If you want python 2.7 compatibility and/or web3 v3 support, use version 0.1.x of this package.

Installation

  1. Install using pip:

    pip install django-ethereum-events
  2. Make sure to include 'django_ethereum_events' in your INSTALLED_APPS

    INSTALLED_APPS += ('django_ethereum_events')

    if you are using the admin backend, also include solo in your INSTALLED_APPS.

  3. Make necessary migrations

    python manage.py migrate django_ethereum_events

Usage

  1. In your settings file, specify the following settings

    ETHEREUM_NODE_URI = 'http://localhost:8545'
  2. Create a new MonitoredEvent

    contract_abi = """
    The whole contract abi goes here
    """
    
    event = "MyEvent"  # the emitted event name
    event_receiver = "myapp.event_receivers.CustomEventReceiver"
    contract_address = "0x10f683d9acc908cA6b7A34726271229B846b0292"  # the address of the contract emitting the event
    
    MonitoredEvent.object.register_event(
        event_name=event,
        contract_address=contract_address,
        contract_abi=contract_abi,
        event_receiver=event_receiver
    )
  3. Create an appropriate event receiver

    from django_ethereum_events.chainevents import AbstractEventReceiver
    
    class CustomEventReceiver(AbsractEventReceiver):
        def save(self, decoded_event):
            # custom logic goes here

    The decoded_event parameter is the decoded log as provided from web3.utils.events.get_event_data method.

  4. To start monitoring the blockchain, either run the celery task django_ethereum_events.tasks.event_listener or better, use celerybeat to run it as a periodical task

    from celery.beat import crontab
    
    CELERYBEAT_SCHEDULE = {
    'ethereum_events': {
        'task': 'django_ethereum_events.tasks.event_listener',
        'schedule': crontab(minute='*/1')  # run every minute
        }
    }

    You can also set the optional ETHEREUM_LOGS_BATCH_SIZE setting which limits the maximum amount of the blocks that can be read at a time from the celery task.

More about the event receivers

It is advisable that the code inside the custom event receiver to be simple since it is run synchronously while the event_listener task is running.

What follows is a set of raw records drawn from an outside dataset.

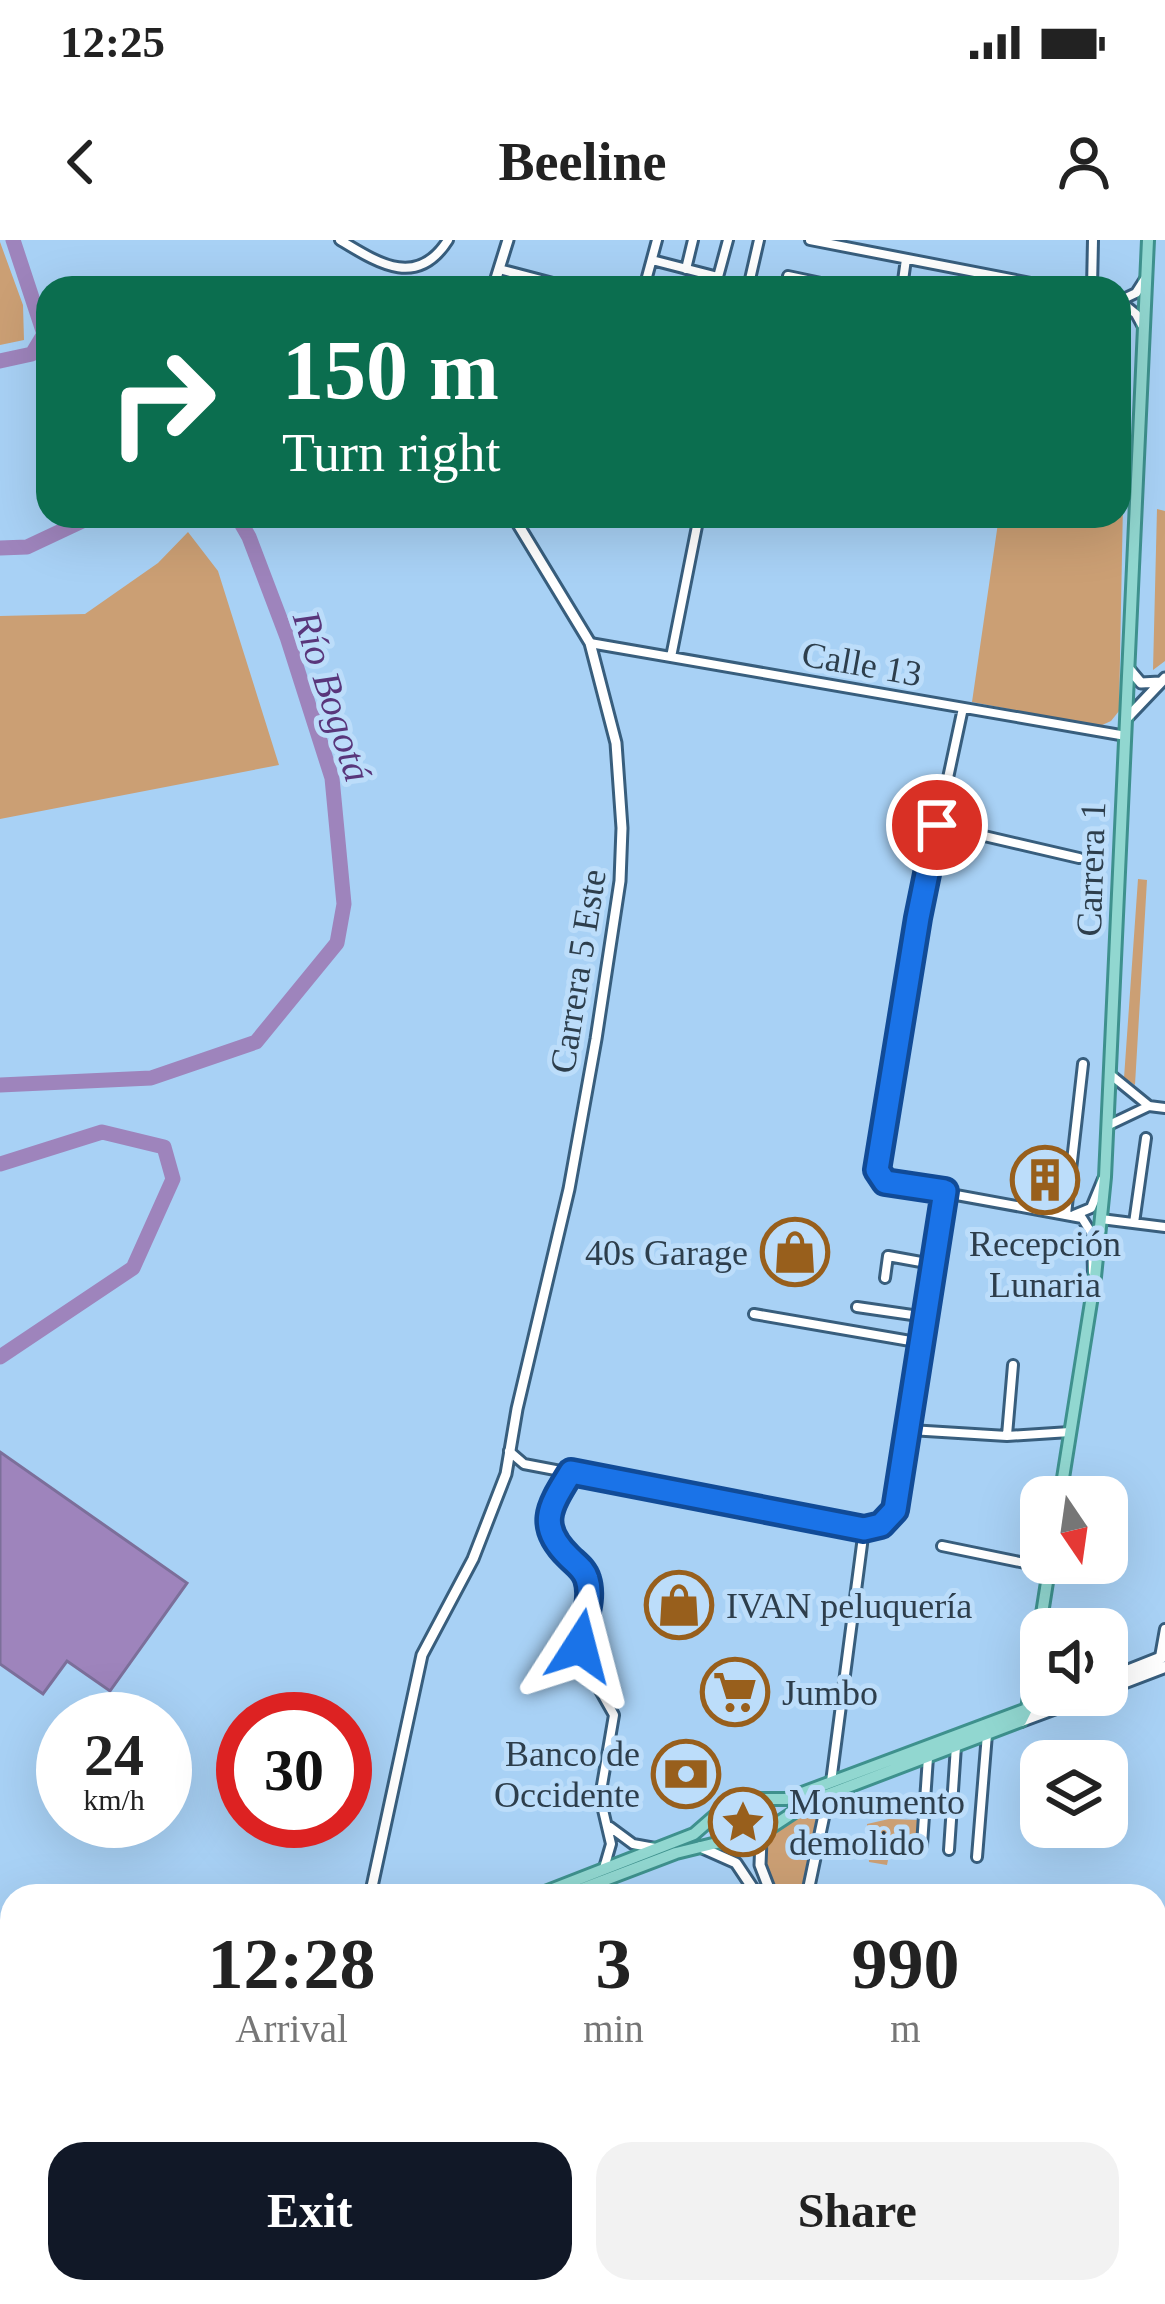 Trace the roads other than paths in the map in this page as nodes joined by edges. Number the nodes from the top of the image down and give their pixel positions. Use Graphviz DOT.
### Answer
graph roads {
  1 [pos="448,240"];
  2 [pos="508,240"];
  3 [pos="657,240"];
  4 [pos="693,240"];
  5 [pos="728,240"];
  6 [pos="759,240"];
  7 [pos="810,240"];
  8 [pos="1093,240"];
  9 [pos="1148,240"];
  10 [pos="346,241"];
  11 [pos="906,259"];
  12 [pos="652,260"];
  13 [pos="499,269"];
  14 [pos="686,269"];
  15 [pos="497,276"];
  16 [pos="526,276"];
  17 [pos="647,276"];
  18 [pos="701,276"];
  19 [pos="718,276"];
  20 [pos="751,276"];
  21 [pos="904,276"];
  22 [pos="988,276"];
  23 [pos="1092,276"];
  24 [pos="1145,278"];
  25 [pos="1131,295"];
  26 [pos="1131,310"];
  27 [pos="1143,327"];
  28 [pos="520,528"];
  29 [pos="697,528"];
  30 [pos="590,643"];
  31 [pos="671,657"];
  32 [pos="1129,667"];
  33 [pos="1162,680"];
  34 [pos="963,708"];
  35 [pos="1127,718"];
  36 [pos="1126,736"];
  37 [pos="937,825"];
  38 [pos="1078,858"];
  39 [pos="1083,1064"];
  40 [pos="1111,1075"];
  41 [pos="1149,1106"];
  42 [pos="1165,1108"];
  43 [pos="1108,1125"];
  44 [pos="1146,1138"];
  45 [pos="1105,1177"];
  46 [pos="945,1191"];
  47 [pos="1070,1215"];
  48 [pos="1100,1219"];
  49 [pos="1134,1223"];
  50 [pos="1165,1227"];
  51 [pos="932,1264"];
  52 [pos="1095,1277"];
  53 [pos="885,1278"];
  54 [pos="857,1307"];
  55 [pos="754,1314"];
  56 [pos="926,1317"];
  57 [pos="922,1343"];
  58 [pos="1013,1365"];
  59 [pos="910,1430"];
  60 [pos="1070,1432"];
  61 [pos="1006,1436"];
  62 [pos="509,1451"];
  63 [pos="524,1464"];
  64 [pos="571,1472"];
  65 [pos="506,1474"];
  66 [pos="1063,1476"];
  67 [pos="864,1529"];
  68 [pos="942,1546"];
  69 [pos="1020,1561"];
  70 [pos="1165,1629"];
  71 [pos="1164,1664"];
  72 [pos="1128,1673"];
  73 [pos="1128,1680"];
  74 [pos="1020,1712"];
  75 [pos="1024,1716"];
  76 [pos="1034,1716"];
  77 [pos="1021,1721"];
  78 [pos="987,1733"];
  79 [pos="956,1746"];
  80 [pos="928,1757"];
  81 [pos="829,1789"];
  82 [pos="755,1801"];
  83 [pos="719,1814"];
  84 [pos="605,1821"];
  85 [pos="764,1834"];
  86 [pos="725,1841"];
  87 [pos="922,1845"];
  88 [pos="700,1847"];
  89 [pos="662,1848"];
  90 [pos="949,1850"];
  91 [pos="977,1857"];
  92 [pos="603,1870"];
  93 [pos="373,1884"];
  94 [pos="566,1884"];
  95 [pos="596,1884"];
  96 [pos="750,1884"];
  97 [pos="767,1884"];
  98 [pos="809,1884"];
  1 -- 10 [label="street"];
  2 -- 13 [label="street"];
  3 -- 12 [label="street"];
  4 -- 14 [label="street"];
  5 -- 19 [label="street"];
  6 -- 20 [label="street"];
  7 -- 11 [label="street"];
  8 -- 23 [label="street"];
  9 -- 24 [label="main road, Carrera 1"];
  11 -- 21 [label="street"];
  11 -- 22 [label="street"];
  12 -- 14 [label="street"];
  12 -- 17 [label="street"];
  13 -- 15 [label="street"];
  13 -- 16 [label="street"];
  14 -- 18 [label="street"];
  24 -- 25 [label="street"];
  24 -- 27 [label="main road, Carrera 1"];
  26 -- 27 [label="street"];
  27 -- 32 [label="main road, Carrera 1"];
  28 -- 30 [label="street, Carrera 5 Este"];
  29 -- 31 [label="street"];
  30 -- 31 [label="street, Calle 13"];
  30 -- 62 [label="street, Carrera 5 Este"];
  31 -- 34 [label="street, Calle 13"];
  32 -- 33 [label="street"];
  32 -- 35 [label="main road, Carrera 1"];
  33 -- 35 [label="street"];
  34 -- 36 [label="street, Calle 13"];
  34 -- 37 [label="street"];
  35 -- 36 [label="main road, Carrera 1"];
  36 -- 40 [label="main road, Carrera 1"];
  37 -- 38 [label="street"];
  37 -- 46 [label="street"];
  39 -- 47 [label="street"];
  40 -- 41 [label="street"];
  40 -- 43 [label="main road, Carrera 1"];
  41 -- 42 [label="street"];
  41 -- 43 [label="street"];
  43 -- 45 [label="main road, Carrera 1"];
  44 -- 49 [label="street"];
  45 -- 47 [label="street"];
  45 -- 48 [label="main road, Carrera 1"];
  46 -- 47 [label="street"];
  46 -- 51 [label="street"];
  47 -- 52 [label="street"];
  48 -- 49 [label="street"];
  48 -- 52 [label="main road, Carrera 1"];
  49 -- 50 [label="street"];
  51 -- 53 [label="street"];
  51 -- 56 [label="street"];
  52 -- 60 [label="main road, Carrera 1"];
  54 -- 56 [label="street"];
  55 -- 57 [label="street"];
  56 -- 57 [label="street"];
  57 -- 59 [label="street"];
  58 -- 61 [label="street"];
  59 -- 61 [label="street"];
  59 -- 67 [label="street"];
  60 -- 61 [label="street"];
  60 -- 66 [label="main road, Carrera 1"];
  62 -- 63 [label="street"];
  62 -- 65 [label="street, Carrera 5 Este"];
  63 -- 64 [label="street"];
  63 -- 65 [label="street"];
  64 -- 67 [label="street"];
  64 -- 84 [label="street"];
  65 -- 93 [label="street, Carrera 5 Este"];
  67 -- 81 [label="street"];
  68 -- 69 [label="street"];
  70 -- 71 [label="street"];
  71 -- 72 [label="main road"];
  71 -- 73 [label="main road"];
  74 -- 81 [label="main road"];
  75 -- 77 [label="main road"];
  76 -- 77 [label="main road"];
  77 -- 78 [label="main road"];
  78 -- 79 [label="main road"];
  78 -- 91 [label="street"];
  79 -- 80 [label="main road"];
  79 -- 90 [label="street"];
  80 -- 81 [label="main road"];
  80 -- 87 [label="street"];
  81 -- 82 [label="main road"];
  81 -- 85 [label="main road"];
  81 -- 98 [label="street"];
  82 -- 83 [label="main road"];
  82 -- 85 [label="main road"];
  83 -- 86 [label="main road"];
  83 -- 89 [label="main road"];
  84 -- 89 [label="street"];
  84 -- 92 [label="street"];
  85 -- 86 [label="main road"];
  85 -- 97 [label="street"];
  86 -- 88 [label="main road"];
  88 -- 95 [label="main road"];
  88 -- 96 [label="street"];
  89 -- 92 [label="main road"];
  92 -- 94 [label="main road"];
} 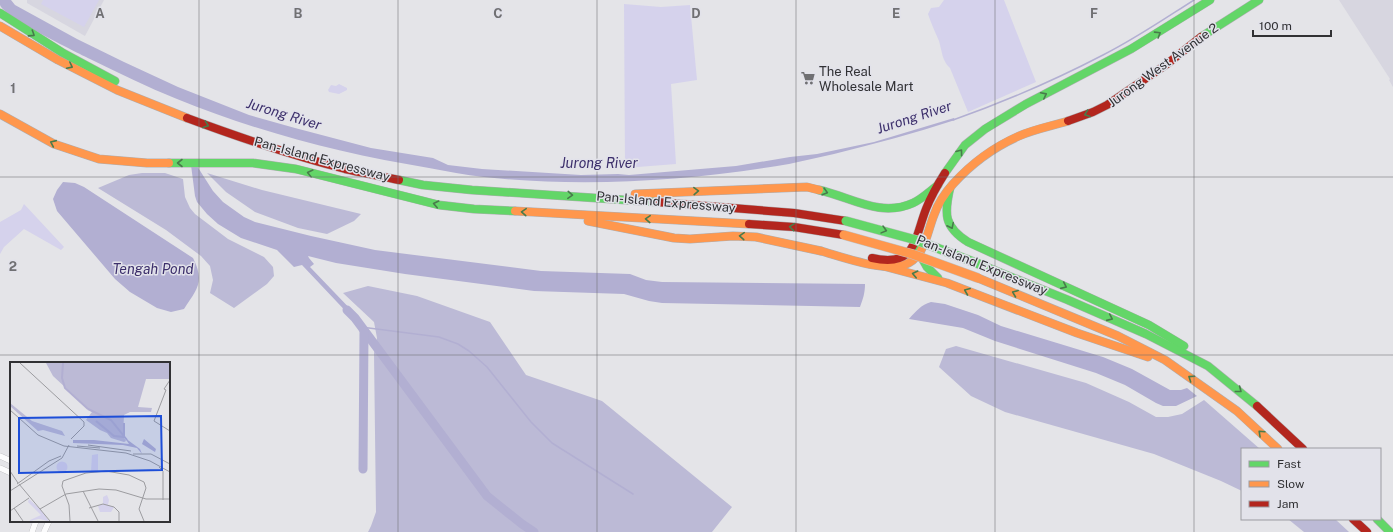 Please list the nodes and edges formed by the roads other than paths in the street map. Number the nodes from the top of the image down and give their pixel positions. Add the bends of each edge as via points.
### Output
1 (1210, 0) edge
2 (1259, 0) edge
3 (0, 12) edge
4 (0, 26) edge
5 (156, 106) junction
6 (0, 114) edge
7 (938, 185) junction
8 (950, 188) junction
9 (601, 196) junction
10 (563, 214) junction
11 (914, 244) junction
12 (794, 245) junction
13 (919, 254) junction
14 (883, 266) junction
15 (947, 283) junction
16 (1165, 360) junction
17 (1208, 366) junction
18 (1277, 448) edge
19 (1302, 448) edge
20 (0, 456) edge
21 (10, 461) edge
22 (0, 468) edge
23 (10, 473) edge
24 (1354, 520) edge
25 (1377, 520) edge
26 (36, 522) edge
27 (49, 522) edge
28 (32, 532) edge
29 (44, 532) edge
30 (1367, 532) edge
31 (1390, 532) edge

7 -> 1 main road, Jurong West Avenue 2 via 960,151 986,128 1009,113 1126,53
2 -> 8 main road, Jurong West Avenue 2 via 1194,41 1168,63 1103,108 1027,133 1006,143 981,158
3 -> 5 main road via 33,35
4 -> 5 main road, Pan-Island Expressway via 58,60 117,90
5 -> 9 main road, Pan-Island Expressway via 300,156 380,177 472,190
10 -> 6 main road, Pan-Island Expressway via 439,205 296,169 253,163 147,163 99,159 54,144
9 -> 7 main road via 807,187 826,191 867,207 884,209 914,203
7 - 11 main road, Jurong West Avenue 2 via 928,204
8 - 13 main road, Jurong West Avenue 2 via 936,208
8 -> 17 main road via 947,215 951,229 958,236 1149,325 1185,347
9 -> 17 main road, Pan-Island Expressway, bridge via 794,213 884,229 920,240 1068,300 1146,334
12 -> 10 main road via 756,237 674,238
16 -> 10 main road, Pan-Island Expressway, bridge via 1118,336 978,278 915,253 879,243 794,227
11 - 12 main road, Jurong West Avenue 2 via 902,258 888,261 804,243
11 - 13 main road
12 - 14 main road
13 - 14 main road via 904,265
13 - 15 main road via 932,273
15 -> 14 main road
16 -> 15 main road via 1154,359 1077,333
18 -> 16 main road, Pan-Island Expressway via 1233,407
17 -> 19 main road, Pan-Island Expressway via 1249,398
20 - 21 street
22 - 23 street
24 - 30 main road
25 - 31 main road
26 - 28 street
27 - 29 street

If that is not the case, pass the argument decoded_event to a celery task of your own

# inside the CustomEventReceiver.save method
from django_ethereum_events.utils import HexJsonEncoder
decoded_event_data = json.dumps(decoded_event, cls=HexJsonEncoder)
my_custom_task.delay(decoded_event_data)

If an unhandled exception is raised inside the event receiver, the event_listener task logs the error and creates a new instance of the django_ethereum_events.models.FailedEventLog containing all the relevant event information.

The event listener does not attempt to rerun FailedEventLogs. That is up to the client implementation.

Resetting the internal state

Blocks are processed only once. The last block processed is stored in the .models.Daemon entry.

To reset the number of blocks processed, run the reset_block_daemon command optionally specifying the block number (-b, –block) to reset to (defaults to zero). If you reset it to zero, the next time the event_listener is fired, it will start processing blocks from the genesis block.

The Daemon entry can also be changed from the django admin backend.

Proof-of-Authority Networks

To use this package on Rinkeby or any other private network that uses the Proof-of-Authority consensus engine (also named clique), set the optional ETHEREUM_GETH_POA setting to True.